My Lab tools now demonstrate systematic technical thinking to potential consulting clients. When prospects see the Finance Tracker, Thai Flashcards, and MindWave visualizer working smoothly with consistent UI patterns, they’re seeing proof that I can help them avoid the “every change breaks something else” problem described in my hero copy.

The design system project became both solution and demonstration of the systematic approach I teach clients.

What This Reveals About AI Workflows

Multi-agent approaches excel when cognitive tasks can be cleanly separated. Analysis and implementation require different types of thinking. Splitting them across specialized agents produced better results than any single LLM attempting both.
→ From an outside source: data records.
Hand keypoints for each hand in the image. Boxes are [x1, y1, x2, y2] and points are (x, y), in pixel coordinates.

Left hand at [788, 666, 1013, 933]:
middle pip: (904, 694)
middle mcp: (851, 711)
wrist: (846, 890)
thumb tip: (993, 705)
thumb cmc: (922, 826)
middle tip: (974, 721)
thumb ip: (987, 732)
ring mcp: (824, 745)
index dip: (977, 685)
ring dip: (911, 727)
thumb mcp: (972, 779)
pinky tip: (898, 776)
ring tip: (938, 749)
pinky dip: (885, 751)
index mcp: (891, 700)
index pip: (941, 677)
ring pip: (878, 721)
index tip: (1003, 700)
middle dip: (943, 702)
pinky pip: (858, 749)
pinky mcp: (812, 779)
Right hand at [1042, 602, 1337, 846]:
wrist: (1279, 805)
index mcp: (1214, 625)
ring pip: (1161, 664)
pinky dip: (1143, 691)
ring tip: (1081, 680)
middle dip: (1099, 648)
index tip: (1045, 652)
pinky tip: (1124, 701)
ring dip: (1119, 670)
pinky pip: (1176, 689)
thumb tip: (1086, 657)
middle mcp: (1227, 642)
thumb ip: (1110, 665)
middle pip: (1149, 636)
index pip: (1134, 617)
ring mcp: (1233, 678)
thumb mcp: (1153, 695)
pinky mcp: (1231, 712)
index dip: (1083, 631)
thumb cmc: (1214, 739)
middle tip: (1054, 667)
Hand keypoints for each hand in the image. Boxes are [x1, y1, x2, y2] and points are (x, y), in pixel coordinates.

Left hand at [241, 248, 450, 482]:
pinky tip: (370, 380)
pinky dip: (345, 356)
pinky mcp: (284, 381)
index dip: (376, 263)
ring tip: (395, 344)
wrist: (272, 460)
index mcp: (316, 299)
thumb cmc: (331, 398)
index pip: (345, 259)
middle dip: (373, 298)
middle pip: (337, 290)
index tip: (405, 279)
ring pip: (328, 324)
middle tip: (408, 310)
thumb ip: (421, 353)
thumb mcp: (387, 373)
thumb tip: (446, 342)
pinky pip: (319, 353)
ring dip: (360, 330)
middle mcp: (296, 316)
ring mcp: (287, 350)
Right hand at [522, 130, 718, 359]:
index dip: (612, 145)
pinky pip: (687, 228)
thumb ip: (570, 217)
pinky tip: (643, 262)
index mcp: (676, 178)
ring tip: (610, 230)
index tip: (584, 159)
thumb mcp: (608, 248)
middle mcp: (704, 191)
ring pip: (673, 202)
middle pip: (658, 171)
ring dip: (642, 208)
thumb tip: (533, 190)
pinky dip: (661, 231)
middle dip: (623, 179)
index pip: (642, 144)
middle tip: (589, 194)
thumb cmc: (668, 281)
Constraint-heavy system prompts create better specifications. The surgical prompt prevented the planning agent from taking shortcuts or deferring complexity to implementation time.

Human orchestration scales with validation, not execution. My effort scaled with plan quality, not implementation complexity. The two-minute approval cycle was possible because the specifications were immediately actionable.

Real-world constraints force better architecture. Working on production code with actual users created quality pressure that theoretical exercises lack.

The Template for Complex Technical Projects

This workflow pattern could transform how complex technical work gets done:

Constrained planning agent - Force concrete specifications, no theoretical solutions
Human validation gate - Quick approval of comprehensive specifications
Systematic execution agent - Methodical implementation with progress tracking
Real-world validation - Deploy and verify with actual usage

The key insight: excellent context and systematic division of cognitive labor can make AI workflows far more effective than trying to do everything in one massive prompt.

What’s Next

I’m already thinking about applying this pattern to other complex projects. API refactoring, database migrations, testing strategy implementation—any technical work that benefits from deep analysis followed by systematic execution.

The question isn’t whether AI can handle complex technical projects. It’s whether we’re organizing AI workflows to take advantage of what different types of models do best.

And judging by the clean, functioning design system now running in production on my site, the multi-agent approach is worth serious attention.